Is this shift scheduled on a random Saturday/Sunday with ~48 hours notice. Does the shift last 8 hours? Does his replacement randomly show up 30 minutes late and he needs to work an extra 30 minutes with zero notice? Does he need to open the shop bright and early after closing the night before? If the CEO is insulated from these rather common experiences then the exercise masks the problems with a veneer of understanding.
Once when I was working our incoming phone support a tech accidentally added our CEO's office number to the round robin system for incoming support calls.
CEO fielded 4 calls before he figured out what happened. No idea if he solved the problems or not.
I kinda dreamt since that day that any product managers would work some time taking support calls for their products and it'd be a better world because they'd realise all the issues we've been raising about their product are real.... But instead we were just lowly support folks who didn't know about product development and they continued to be "agile"
I'm not exactly sure how this will go down for Starbucks per se, maybe it is PR-ish -- but to pull the camera back a bit, I think it would be tremendously helpful to normalize this idea everywhere, even if it may not always work out perfectly.

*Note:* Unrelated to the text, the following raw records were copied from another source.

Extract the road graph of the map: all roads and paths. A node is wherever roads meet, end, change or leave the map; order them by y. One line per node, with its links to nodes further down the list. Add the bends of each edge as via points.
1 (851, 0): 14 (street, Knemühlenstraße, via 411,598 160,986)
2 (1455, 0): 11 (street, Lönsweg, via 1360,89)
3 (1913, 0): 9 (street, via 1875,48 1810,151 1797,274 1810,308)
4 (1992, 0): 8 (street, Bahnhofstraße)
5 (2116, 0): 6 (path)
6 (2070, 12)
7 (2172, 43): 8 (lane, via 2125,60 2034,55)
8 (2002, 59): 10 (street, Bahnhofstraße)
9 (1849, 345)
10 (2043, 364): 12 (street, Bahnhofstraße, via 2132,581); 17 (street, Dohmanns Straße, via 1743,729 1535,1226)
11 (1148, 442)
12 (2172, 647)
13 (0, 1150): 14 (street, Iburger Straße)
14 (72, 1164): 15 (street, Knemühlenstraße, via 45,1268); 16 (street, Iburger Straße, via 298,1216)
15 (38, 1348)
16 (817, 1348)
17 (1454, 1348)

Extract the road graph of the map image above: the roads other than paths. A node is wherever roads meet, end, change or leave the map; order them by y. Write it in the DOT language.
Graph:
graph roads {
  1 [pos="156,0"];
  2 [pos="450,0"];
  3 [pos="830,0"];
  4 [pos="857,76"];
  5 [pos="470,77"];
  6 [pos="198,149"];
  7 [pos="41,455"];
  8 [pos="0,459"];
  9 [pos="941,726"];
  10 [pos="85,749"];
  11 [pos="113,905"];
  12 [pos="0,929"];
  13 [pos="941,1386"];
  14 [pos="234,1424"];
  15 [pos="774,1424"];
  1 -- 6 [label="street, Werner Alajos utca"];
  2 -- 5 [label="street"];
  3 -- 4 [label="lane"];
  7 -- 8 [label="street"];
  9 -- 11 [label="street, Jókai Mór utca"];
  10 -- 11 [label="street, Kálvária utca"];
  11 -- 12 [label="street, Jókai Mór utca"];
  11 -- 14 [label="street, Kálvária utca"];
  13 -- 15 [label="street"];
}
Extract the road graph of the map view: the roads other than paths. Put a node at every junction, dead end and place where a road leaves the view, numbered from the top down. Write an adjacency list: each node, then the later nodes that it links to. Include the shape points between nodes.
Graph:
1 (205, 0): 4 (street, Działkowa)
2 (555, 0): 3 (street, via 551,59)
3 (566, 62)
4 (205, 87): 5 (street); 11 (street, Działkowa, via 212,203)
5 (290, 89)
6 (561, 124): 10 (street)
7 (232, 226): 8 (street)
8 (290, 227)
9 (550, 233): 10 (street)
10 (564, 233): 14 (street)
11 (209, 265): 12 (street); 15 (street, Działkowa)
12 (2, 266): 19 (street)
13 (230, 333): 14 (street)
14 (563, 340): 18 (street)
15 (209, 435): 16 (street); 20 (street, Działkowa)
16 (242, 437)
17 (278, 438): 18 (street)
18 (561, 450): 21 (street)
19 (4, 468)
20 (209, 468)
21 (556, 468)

One of the higher ups had worked his way up from the bottom of the totem pole. He would come and work the frontline and the employees were generally appreciative.
One of his subordinates followed his lead - except he had no idea what he was doing. He was slow, got in people’s way, and did things no frontline employee would ever be allowed to do - just give stuff away constantly.
At the end of the day, the CEO isn’t ever going to be under the same pressure or constraints as a normal employee. This is extremely likely to just end up being a vanity project.
Yeah, I don't see the big deal. He's the new CEO and appears to be setting the tone, informing people of one of his first efforts. Stating it publicly seems uncontroversial for a business with publicly-traded stock.
I also don't see it as some veiled attempt to act like he's trying to empathize with every aspect of the workers' lives. Not that a lot of people are suggesting this, but some are, and it seems like an incorrect impulse to assume that. As the new CEO, he wants to see the operating conditions of their stores, where they make most of their money. Seems like a decent idea to me, and is presumably different from what the previous CEO was doing.
>... I think it would be tremendously helpful to normalize this idea everywhere, even if it may not always work out perfectly.
It's all dependent upon the intent of the CEO or person coming in and doing the work. Just as an anecdote, I have seen too many times where a superior comes in with the intent of doing the work to prove it can be done better, rather than to understand the realities of what employees are dealing with, and the results are negative. I frequently had a COO who would come to my warehouse, get on the front line with processing equipment (just as an aside, this was an ITAD company processing end-of-life IT equipment for data sanitization and remarketing, so it's tech-related), and take a cavalier, "SEE! I could go through ALL of that in X amount of minutes! I don't understand why people can't move fast enough blah, blah, blah."
What he never realized is that he didn't do all the work. He'd capture only what he looked at in the system, never put anything away, and left a massive pile of work, and garbage, behind him that my team always had to clean up. He wouldn't take the time to do the rest of the work that the team has to do themselves day in and day out. He half-assed it and berated us at the end, and I could never get him to understand this. It's not that it "didn't always work out perfectly", it's that it made morale plummet every single time it happened.
So yeah, I share your sentiment, but to a point - it's reliant upon the person diving in to keep an open mind and actually give a shit about it instead of just using it as a, "Look at me, I'm a man of the people!" opportunity.
Given how unpleasant the relationship between the current CEO and their baristas have been [1], this can not start well, unless the new CEO takes some steps to make friends first.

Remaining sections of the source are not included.